Кира не успела ответить девочке. Из класса выбежал Сенечка Щеглов и, подмигнув Щелгунову, который стоял неподалеку от Киры, похлопал себя по карману брюк. Следом показался Балашов. Сделав друзьям едва приметное движение бровями, он внезапно остановился перед Кирой.

— Я, кажется, виноват перед вами, миледи? Никак не думал встретить вас здесь. Пожалуйста, не сердитесь на меня и не хмурьтесь! Получилось маленькое недоразумение. Все эти дни мне так хотелось узнать о вас, но...

Ребятишки притихли, с удивлением тараща глаза на высокого девятиклассника. Первой нашлась Танюшка.

— И совсем не миледи, — сказала она. — Это наша вожатая, Кира Светлова.

— Мерси за поправку!

Балашов склонил голову с ровным, точно ниточка, пробором и неожиданно рассмеялся просто, по-мальчишески, сверкнув красивыми плотными зубами.

— Смотрите, Кирочка, как они на меня уставились? Здорово напугал?

Он протянул руку, намереваясь ухватить Таню за шлейку фартука, но девочка отскочила в сторону.

— Ух, какая сердитая! — чуть смущенно произнес Балашов. — Маленькие, они все смешные. У меня тоже сестренка Алька. Настоящий перец! Чуть чего — и в амбицию. Эх вы, глупые человечки!

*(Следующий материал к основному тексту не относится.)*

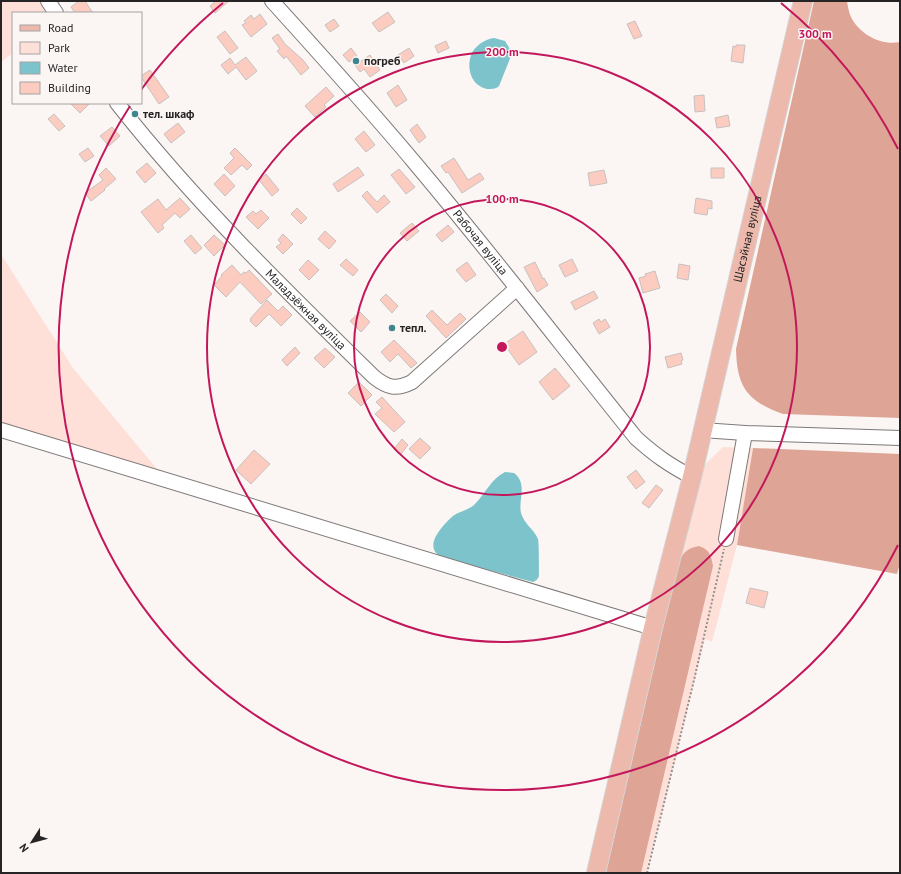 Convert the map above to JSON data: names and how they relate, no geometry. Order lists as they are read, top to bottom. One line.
{"streets":{"main road":["Шасэйная вуліца"],"street":["Рабочая вуліца","Маладзёжная вуліца"]},"crossings":[["Шасэйная вуліца","Рабочая вуліца"],["Рабочая вуліца","Маладзёжная вуліца"]],"places":["погреб","тел. шкаф","тепл."],"legend":["Road","Park","Water","Building"],"north":"bottom left","rings":["300 m","200 m","100 m"]} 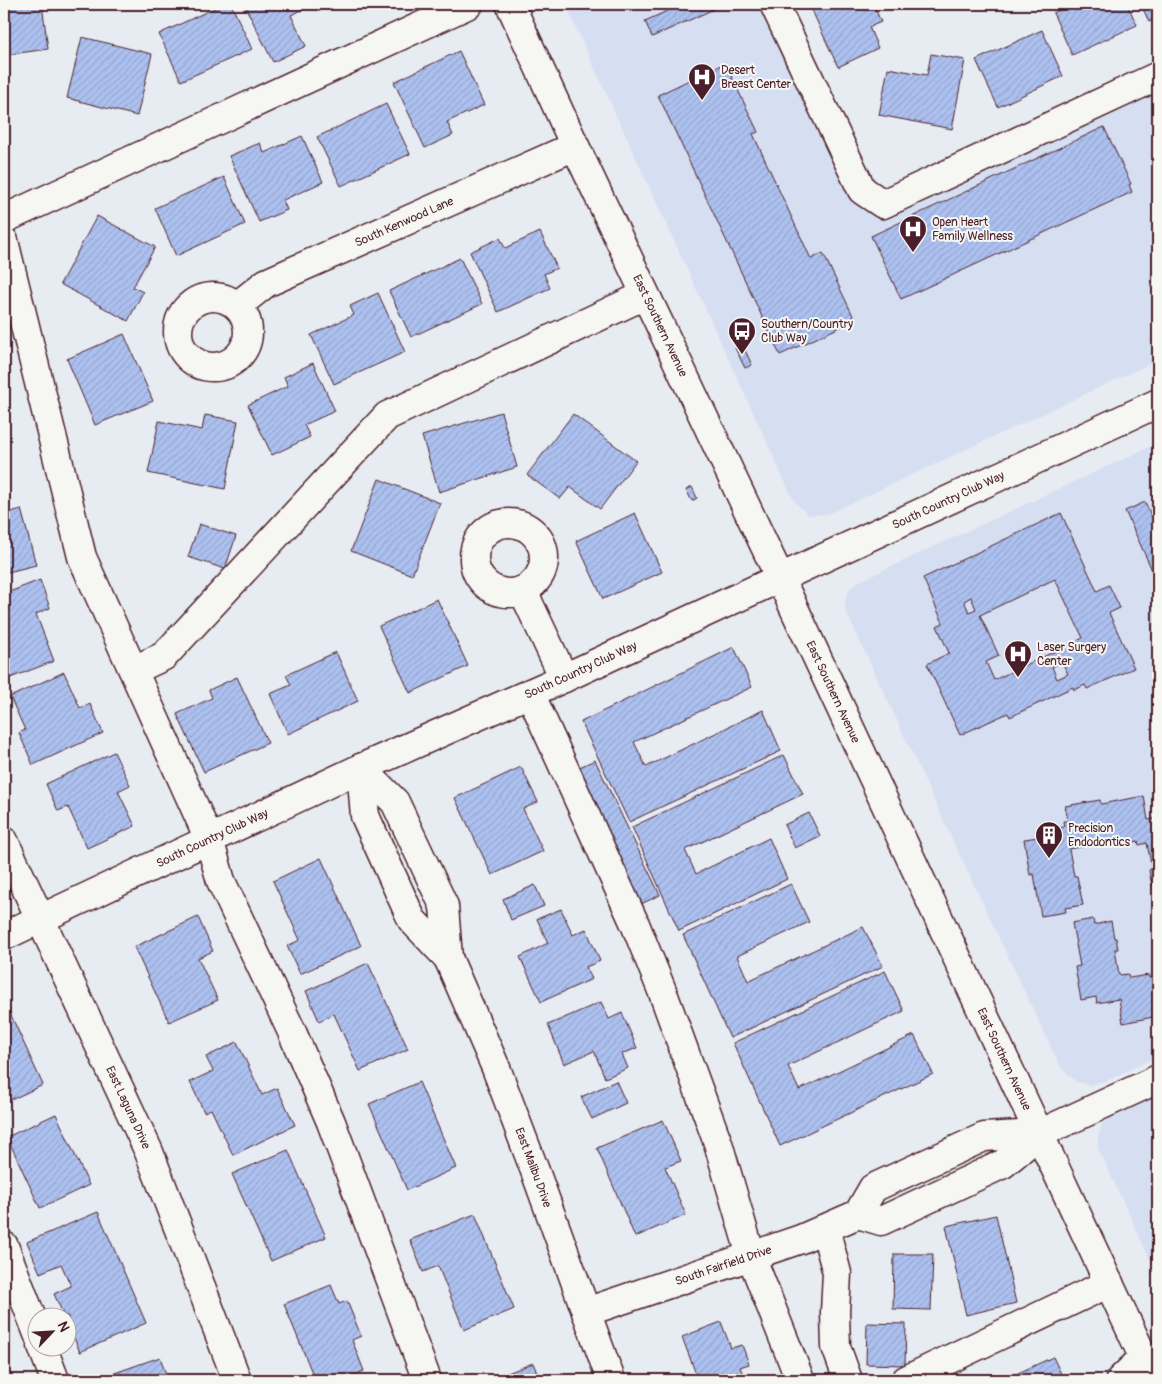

— Сам ты глупый! — разобиженно выпалила Танюшка и бросилась наутек по коридору. Следом за ней со смехом отхлынули и остальные малыши.

— Разве я их обидел чем-нибудь? — удивился Балашов.

Кира, наклонив голову, промолчала. Ее смущал этот пристальный взгляд синих глаз, почему-то заставлявший тревожно биться сердце. Она обрадовалась, когда из класса выглянула Алла и направилась к ним.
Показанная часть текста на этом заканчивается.